Plan-Tec, Inc. v. Wiggins

443 N.E.2d 1212, 1983 Ind. App. LEXIS 2510
CourtIndiana Court of Appeals
DecidedJanuary 11, 1983
Docket1-881A250
StatusPublished
Cited by109 cases

This text of 443 N.E.2d 1212 (Plan-Tec, Inc. v. Wiggins) is published on Counsel Stack Legal Research, covering Indiana Court of Appeals primary law. Counsel Stack provides free access to over 12 million legal documents including statutes, case law, regulations, and constitutions.

Bluebook
Plan-Tec, Inc. v. Wiggins, 443 N.E.2d 1212, 1983 Ind. App. LEXIS 2510 (Ind. Ct. App. 1983).

Opinion

RATLIFF, Judge.

STATEMENT OF THE CASE

Defendant Plan-Tec, Inc. appeals from a jury verdict in the Clark Circuit Court awarding plaintiffs Ivan and Janice Wiggins damages for employment-related injuries sustained by Ivan and denying Plan-Tec’s crossclaim against the Blakley Corporation and its third-party complaint against the Terstep Company, Inc. 1 We affirm.

FACTS

This case arises from a construction-related injury suffered by the plaintiff Ivan Wiggins and his wife’s consequent loss of consortium. Wiggins was employed as a journeyman carpenter by Terstep Company, Inc. Terstep was, in turn, one of a number of subcontractors engaged in providing services for the North Clark Community Hospital project in Charlestown, Indiana. The hospital project was not undertaken according to the traditional general contractor/subcontractor model. Rather, Plan-Tec assumed the role of construction manager and, acting as the hospital’s agent, negotiated contracts between the owners and the contractors. As the construction manager, Plan-Tec coordinated the project from inception to completion and was paid a flat fee therefor. The Charlestown job was Plan-Tec’s first job as a construction manager.
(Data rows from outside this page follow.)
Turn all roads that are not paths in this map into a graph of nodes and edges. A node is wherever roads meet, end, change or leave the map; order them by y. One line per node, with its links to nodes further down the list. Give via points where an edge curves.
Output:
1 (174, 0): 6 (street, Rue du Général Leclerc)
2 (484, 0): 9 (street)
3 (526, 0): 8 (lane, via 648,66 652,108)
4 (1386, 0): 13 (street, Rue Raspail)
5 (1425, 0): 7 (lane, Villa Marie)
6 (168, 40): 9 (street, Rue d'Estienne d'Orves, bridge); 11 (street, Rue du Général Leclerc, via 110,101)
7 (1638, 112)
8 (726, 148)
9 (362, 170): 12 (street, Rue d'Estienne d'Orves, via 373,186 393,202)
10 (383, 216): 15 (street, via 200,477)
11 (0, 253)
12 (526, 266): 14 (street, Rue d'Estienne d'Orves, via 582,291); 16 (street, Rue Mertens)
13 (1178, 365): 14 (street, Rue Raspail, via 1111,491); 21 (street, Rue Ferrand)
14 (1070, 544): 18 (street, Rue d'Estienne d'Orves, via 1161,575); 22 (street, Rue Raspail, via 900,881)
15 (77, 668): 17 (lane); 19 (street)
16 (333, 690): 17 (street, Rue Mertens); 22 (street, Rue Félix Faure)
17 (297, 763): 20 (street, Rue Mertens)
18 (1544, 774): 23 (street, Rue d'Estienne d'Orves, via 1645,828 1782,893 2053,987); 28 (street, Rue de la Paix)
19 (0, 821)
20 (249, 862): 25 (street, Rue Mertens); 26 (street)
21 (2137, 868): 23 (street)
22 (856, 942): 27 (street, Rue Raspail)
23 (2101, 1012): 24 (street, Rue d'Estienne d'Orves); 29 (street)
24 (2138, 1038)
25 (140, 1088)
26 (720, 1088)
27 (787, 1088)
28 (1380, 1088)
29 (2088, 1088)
On the day of the accident Wiggins was to change expansion joints on the exterior skin of the building in order to suit the architect’s modifications. Plan-Tec informed the Blakley Corporation of the need to change the expansion joints. Blakley discussed this with both its subcontractors for exterior work, one of which was Ter-step. 2 Both said this was not work within the contemplation of their contracts. Plan-Tec then assumed the responsibility for the work order and had it performed by Ter-step.

Wiggins and a co-worker, Frank Bratcher, were assigned to complete the job of changing the expansion joints. Both men went to the roof to check the outrigging and counterweighting of the suspended scaffold from which they would be working. While the outrigging was generally coun- *1217 terweighted by punching holes in the precast concrete roof and anchoring the scaffold to the building via steel cables run through the holes in the roof, in this case the outrigging was counterweighted by five-gallon buckets of hardened concrete. Bratcher informed Wiggins that the roofers were working in that area and it was, therefore, not possible to drive holes into the roof. He also stated that the buckets had been used before.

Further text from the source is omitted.